Well, the answer is yes. Sander Otte, researcher in Netherlands at Delft University, developed an atomic-scale rewriteable data storage which is 500 times denser than any state of the art storage device. It can store 500 terabits (62.5 terabytes) onto just a single square-inch of chip,

The discovery made a major breakthrough in the development of nanotechnology and atomic-scale storage device.

Here is how Otte and his team made it happen. Chlorine atoms were placed on copper surface, resulting a perfect square grid.
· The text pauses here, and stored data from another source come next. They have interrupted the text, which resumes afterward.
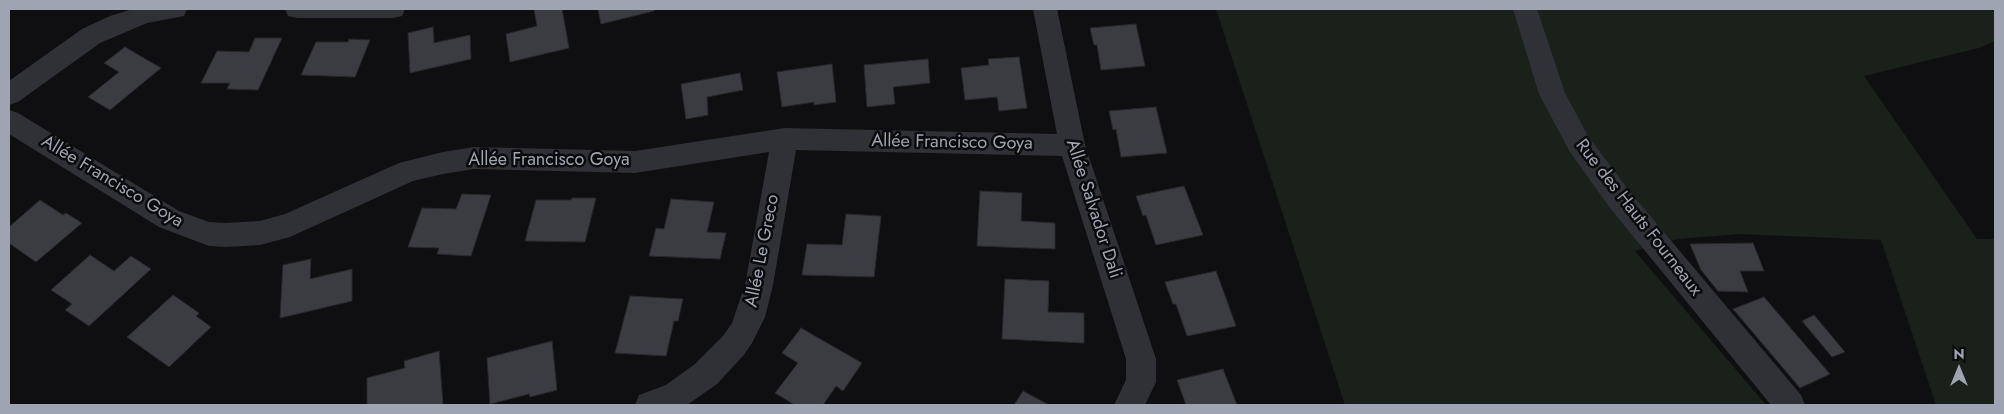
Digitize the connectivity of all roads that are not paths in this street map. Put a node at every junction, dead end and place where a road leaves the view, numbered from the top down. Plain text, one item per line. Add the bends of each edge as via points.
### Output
1 (175, 9) edge
2 (297, 9) edge
3 (393, 9) edge
4 (1046, 9) edge
5 (1525, 9) edge
6 (9, 95) edge
7 (9, 121) edge
8 (785, 139) junction
9 (1072, 145) junction
10 (650, 405) edge
11 (1129, 405) edge
12 (1790, 405) edge

1 - 6 street via 139,16 91,36
2 - 3 street
4 - 9 street, Allée Salvador Dali
5 - 12 street, Rue des Hauts Fourneaux via 1552,94 1578,144 1620,200
7 - 8 street, Allée Francisco Goya via 181,226 225,235 260,233 290,225 378,184 443,163 492,158 635,162
8 - 9 street, Allée Francisco Goya
8 - 10 street, Allée Le Greco via 758,285 750,317 742,333 706,374 676,395
9 - 11 street, Allée Salvador Dali via 1138,348 1141,382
Wherever the atom is missing on the surface a hole appears, which can be manipulate into binary switching, the foundation of data storage.

“The combination of chlorine atoms and supporting copper crystal surface that we found now, combined with the fact that we manipulate ‘holes’—just as in a sliding puzzle—makes for a much more reliable, reproducible and scalable manipulation technique that can easily be automated,” explained Otte. “It is as if we have invented the atomic scale printing press.”

“While the memory outperforms existing media by far in terms of capacity, it still stays far behind in terms of read/write speed,” Otte explained.

“However, I foresee no physical boundaries that will prevent us from speeding up these processes to similar speeds that are currently seen in [hard disk drives]. It will be a technological challenge for sure, but in terms of physics it should work.”

“I cannot at this point foresee where this will lead, but I am convinced that it will be much more exciting than just data storage.”

The only issue with the system is, it cannot work in everyday environment. It only operates in a clean vacuum condition (free from any particle) at nitrogen temperature ̶ 210˚C. Otte admits, “the actual storage of data on an atomic scale is still some way off,” but “through this achievement we have certainly come a big step closer.”